* PROBLEM DESCRIPTION
Show, from the entries below, every line in which "Сокол" appears.

(Extracted data entries)
[Start of Attachment]

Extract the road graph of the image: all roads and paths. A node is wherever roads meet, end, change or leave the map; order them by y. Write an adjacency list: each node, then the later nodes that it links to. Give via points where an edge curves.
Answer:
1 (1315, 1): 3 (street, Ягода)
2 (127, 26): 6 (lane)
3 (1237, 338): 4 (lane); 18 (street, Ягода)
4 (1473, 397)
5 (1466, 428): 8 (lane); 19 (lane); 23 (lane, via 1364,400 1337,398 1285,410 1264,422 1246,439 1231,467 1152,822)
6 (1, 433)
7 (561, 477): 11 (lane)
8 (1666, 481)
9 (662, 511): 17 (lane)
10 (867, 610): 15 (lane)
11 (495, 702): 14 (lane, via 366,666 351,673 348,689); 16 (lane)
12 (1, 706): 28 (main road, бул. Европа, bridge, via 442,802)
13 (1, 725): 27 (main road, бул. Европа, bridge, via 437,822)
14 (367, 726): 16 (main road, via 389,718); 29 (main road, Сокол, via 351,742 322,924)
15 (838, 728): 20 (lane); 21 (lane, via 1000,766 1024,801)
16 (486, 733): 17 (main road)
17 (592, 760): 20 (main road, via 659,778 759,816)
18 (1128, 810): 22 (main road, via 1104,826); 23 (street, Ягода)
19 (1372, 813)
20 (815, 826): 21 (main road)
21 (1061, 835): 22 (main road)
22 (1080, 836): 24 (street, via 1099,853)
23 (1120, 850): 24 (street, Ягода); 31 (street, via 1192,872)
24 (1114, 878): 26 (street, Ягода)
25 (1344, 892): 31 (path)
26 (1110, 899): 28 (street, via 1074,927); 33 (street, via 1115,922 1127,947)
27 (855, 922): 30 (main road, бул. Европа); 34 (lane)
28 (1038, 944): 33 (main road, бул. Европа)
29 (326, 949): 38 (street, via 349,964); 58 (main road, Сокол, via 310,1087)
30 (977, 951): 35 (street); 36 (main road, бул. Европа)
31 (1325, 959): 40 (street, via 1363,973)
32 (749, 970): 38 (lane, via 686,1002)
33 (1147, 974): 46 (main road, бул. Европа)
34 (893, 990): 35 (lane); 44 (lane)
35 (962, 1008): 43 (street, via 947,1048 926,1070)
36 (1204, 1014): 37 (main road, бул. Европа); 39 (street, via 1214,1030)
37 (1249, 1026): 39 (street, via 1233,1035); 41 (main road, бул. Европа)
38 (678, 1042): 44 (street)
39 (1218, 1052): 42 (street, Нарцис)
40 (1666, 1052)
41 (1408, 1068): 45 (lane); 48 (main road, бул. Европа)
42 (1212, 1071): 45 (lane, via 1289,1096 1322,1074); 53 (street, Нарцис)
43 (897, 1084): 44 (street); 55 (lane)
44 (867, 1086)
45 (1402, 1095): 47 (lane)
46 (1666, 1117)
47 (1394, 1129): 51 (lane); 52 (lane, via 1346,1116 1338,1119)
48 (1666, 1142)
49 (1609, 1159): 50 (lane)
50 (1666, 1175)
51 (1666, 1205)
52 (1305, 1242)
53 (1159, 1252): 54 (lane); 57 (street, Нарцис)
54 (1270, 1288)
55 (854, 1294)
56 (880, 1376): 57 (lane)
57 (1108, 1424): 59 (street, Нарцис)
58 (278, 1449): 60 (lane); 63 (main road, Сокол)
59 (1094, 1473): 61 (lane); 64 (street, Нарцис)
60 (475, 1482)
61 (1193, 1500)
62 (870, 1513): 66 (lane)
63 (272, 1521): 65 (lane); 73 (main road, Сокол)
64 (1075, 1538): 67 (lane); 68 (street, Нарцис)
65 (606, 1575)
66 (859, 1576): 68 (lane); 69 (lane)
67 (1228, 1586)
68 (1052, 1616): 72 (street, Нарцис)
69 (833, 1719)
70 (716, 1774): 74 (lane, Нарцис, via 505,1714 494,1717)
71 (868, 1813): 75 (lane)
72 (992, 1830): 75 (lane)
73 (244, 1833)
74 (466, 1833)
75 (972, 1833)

[End of Attachment]

* YOUR RESPONSE
14 (367, 726): 16 (main road, via 389,718); 29 (main road, Сокол, via 351,742 322,924)
29 (326, 949): 38 (street, via 349,964); 58 (main road, Сокол, via 310,1087)
58 (278, 1449): 60 (lane); 63 (main road, Сокол)
63 (272, 1521): 65 (lane); 73 (main road, Сокол)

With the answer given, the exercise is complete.